(Records supplied Opens)

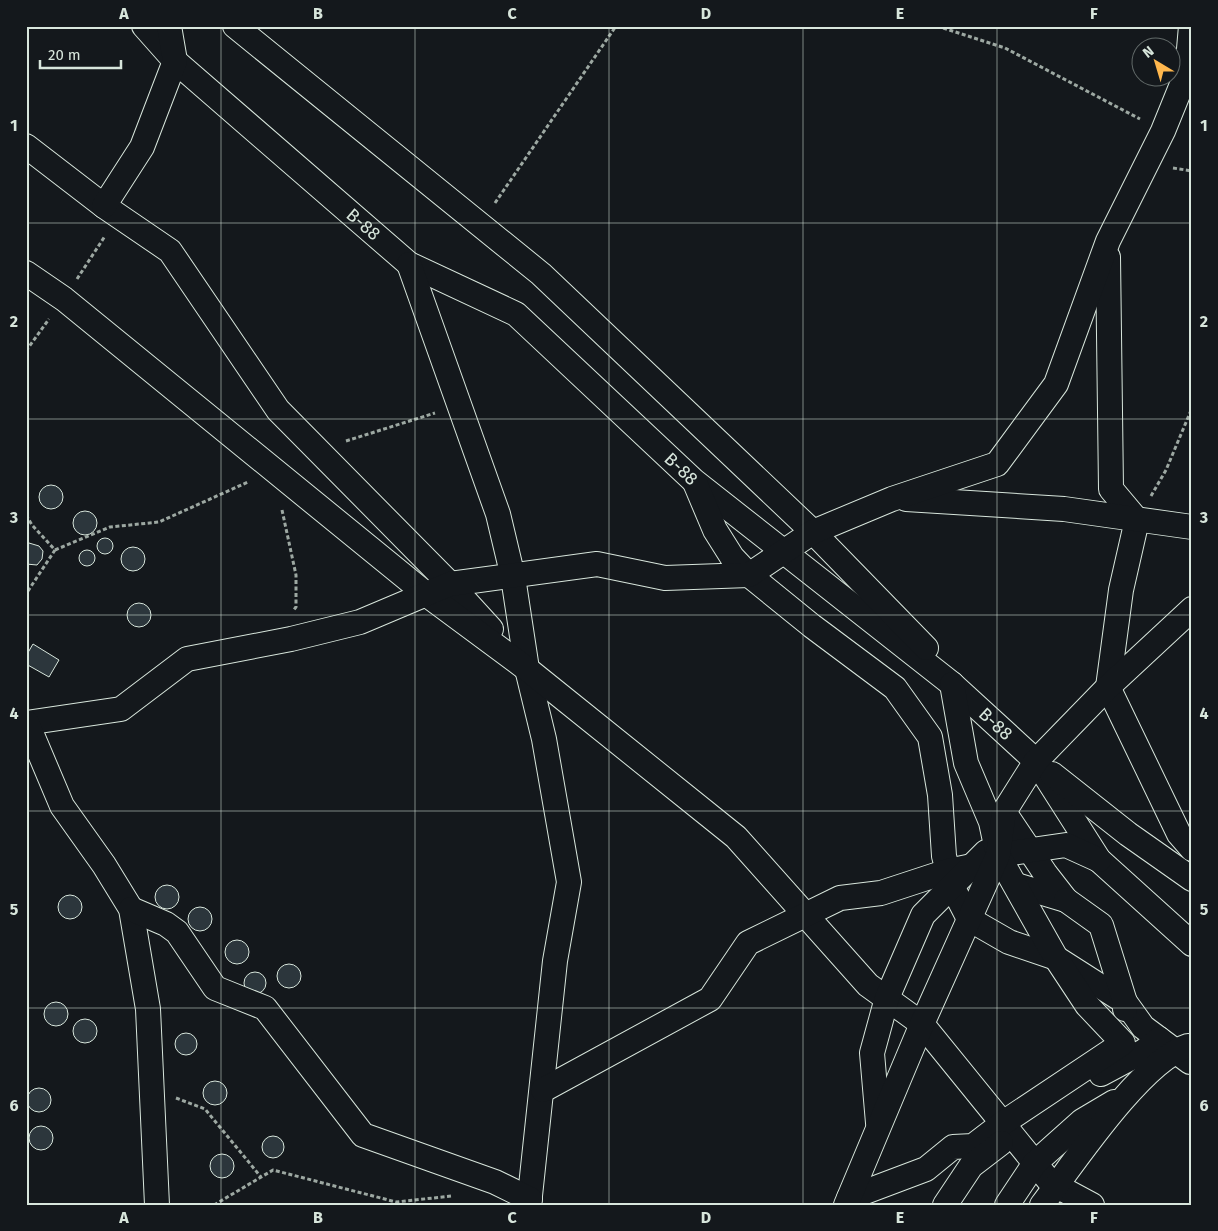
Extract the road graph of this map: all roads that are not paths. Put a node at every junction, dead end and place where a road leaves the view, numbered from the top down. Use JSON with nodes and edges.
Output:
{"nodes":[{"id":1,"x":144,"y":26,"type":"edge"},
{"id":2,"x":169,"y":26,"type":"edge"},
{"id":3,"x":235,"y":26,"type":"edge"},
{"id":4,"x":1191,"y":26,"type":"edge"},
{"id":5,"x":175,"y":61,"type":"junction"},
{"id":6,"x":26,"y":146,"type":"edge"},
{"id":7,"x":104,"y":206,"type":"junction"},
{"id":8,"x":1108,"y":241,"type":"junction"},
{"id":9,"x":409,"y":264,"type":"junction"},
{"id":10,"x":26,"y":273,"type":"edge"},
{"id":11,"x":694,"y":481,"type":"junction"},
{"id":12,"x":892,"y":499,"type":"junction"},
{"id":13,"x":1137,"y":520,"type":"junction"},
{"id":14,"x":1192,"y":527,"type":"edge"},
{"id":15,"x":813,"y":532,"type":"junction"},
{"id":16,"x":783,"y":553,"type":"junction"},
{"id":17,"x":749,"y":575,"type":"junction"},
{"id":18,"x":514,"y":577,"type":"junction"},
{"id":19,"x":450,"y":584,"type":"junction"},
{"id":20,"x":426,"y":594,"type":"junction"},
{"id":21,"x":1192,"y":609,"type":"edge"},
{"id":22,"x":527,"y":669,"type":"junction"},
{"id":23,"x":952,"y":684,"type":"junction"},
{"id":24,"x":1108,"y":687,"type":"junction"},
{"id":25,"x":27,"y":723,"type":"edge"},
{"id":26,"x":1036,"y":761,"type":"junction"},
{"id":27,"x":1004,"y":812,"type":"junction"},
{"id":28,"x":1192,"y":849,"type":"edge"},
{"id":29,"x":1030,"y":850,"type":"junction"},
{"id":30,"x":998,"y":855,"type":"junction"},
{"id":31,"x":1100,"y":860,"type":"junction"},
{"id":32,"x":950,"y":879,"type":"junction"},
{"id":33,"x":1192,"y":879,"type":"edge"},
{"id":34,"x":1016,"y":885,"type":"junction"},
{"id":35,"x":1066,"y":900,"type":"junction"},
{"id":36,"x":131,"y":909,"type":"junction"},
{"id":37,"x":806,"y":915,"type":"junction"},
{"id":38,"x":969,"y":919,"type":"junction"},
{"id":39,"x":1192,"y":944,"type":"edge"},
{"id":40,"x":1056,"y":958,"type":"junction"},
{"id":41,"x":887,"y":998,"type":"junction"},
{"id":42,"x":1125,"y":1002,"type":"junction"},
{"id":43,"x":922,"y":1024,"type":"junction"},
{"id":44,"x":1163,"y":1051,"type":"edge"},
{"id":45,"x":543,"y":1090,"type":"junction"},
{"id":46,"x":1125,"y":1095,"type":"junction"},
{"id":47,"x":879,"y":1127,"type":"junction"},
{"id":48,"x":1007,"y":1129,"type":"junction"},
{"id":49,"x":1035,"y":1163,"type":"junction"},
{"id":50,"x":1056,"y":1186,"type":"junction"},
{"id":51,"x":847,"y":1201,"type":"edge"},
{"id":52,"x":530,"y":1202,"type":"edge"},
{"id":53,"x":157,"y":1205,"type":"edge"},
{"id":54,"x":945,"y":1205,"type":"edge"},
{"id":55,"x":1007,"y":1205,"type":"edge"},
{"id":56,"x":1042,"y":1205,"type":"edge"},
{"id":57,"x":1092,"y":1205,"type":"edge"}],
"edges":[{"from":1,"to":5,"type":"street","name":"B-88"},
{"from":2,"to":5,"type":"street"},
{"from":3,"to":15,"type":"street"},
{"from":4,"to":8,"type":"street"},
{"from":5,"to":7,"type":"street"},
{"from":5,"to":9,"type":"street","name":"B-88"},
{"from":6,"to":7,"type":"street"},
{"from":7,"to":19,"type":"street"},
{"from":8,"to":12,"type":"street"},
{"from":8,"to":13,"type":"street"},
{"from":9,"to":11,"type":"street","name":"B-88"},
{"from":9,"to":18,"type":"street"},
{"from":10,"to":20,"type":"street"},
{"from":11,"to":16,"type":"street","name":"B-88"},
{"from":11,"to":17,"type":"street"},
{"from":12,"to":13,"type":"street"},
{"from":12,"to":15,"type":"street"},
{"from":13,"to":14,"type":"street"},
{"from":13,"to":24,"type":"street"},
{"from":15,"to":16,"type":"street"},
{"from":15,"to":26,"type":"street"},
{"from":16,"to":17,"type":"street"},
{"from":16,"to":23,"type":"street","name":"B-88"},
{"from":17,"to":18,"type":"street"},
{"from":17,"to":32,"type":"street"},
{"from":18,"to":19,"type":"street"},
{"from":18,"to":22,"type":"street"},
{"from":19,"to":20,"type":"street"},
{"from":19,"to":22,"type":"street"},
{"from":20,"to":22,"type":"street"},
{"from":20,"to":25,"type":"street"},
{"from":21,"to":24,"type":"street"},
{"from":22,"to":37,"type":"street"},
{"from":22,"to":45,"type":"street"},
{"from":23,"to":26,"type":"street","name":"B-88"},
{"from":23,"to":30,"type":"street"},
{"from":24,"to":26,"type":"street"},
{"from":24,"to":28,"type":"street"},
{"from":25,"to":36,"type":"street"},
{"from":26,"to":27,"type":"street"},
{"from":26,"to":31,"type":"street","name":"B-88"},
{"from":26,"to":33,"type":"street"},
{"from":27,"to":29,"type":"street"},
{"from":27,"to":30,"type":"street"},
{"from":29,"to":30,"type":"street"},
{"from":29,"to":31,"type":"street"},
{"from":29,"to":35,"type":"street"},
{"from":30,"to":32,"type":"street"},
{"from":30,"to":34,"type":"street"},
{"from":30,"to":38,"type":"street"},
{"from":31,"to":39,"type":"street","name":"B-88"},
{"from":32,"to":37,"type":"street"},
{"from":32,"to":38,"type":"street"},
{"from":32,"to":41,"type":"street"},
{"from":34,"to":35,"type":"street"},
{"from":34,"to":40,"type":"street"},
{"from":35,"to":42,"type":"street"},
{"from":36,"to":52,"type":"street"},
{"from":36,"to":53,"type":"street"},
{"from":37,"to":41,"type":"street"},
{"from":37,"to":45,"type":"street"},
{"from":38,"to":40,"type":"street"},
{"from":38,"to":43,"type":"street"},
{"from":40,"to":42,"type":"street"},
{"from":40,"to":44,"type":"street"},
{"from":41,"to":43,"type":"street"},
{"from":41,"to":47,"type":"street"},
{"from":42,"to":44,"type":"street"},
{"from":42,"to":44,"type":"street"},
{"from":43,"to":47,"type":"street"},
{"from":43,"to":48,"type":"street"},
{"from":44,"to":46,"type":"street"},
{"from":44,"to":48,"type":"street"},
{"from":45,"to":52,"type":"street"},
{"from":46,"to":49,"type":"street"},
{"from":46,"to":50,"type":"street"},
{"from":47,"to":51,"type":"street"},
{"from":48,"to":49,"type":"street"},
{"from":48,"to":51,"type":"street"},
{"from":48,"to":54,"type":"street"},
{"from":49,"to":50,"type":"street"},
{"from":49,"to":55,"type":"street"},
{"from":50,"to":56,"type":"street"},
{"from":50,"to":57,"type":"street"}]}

(Records supplied Closes)

## Work request
Where the string "edges" occurs in a line of the material above, copy the whole line.

## Answer to this problem
Extract the road graph of this map: all roads that are not paths. Put a node at every junction, dead end and place where a road leaves the view, numbered from the top down. Use JSON with nodes and edges.
"edges":[{"from":1,"to":5,"type":"street","name":"B-88"},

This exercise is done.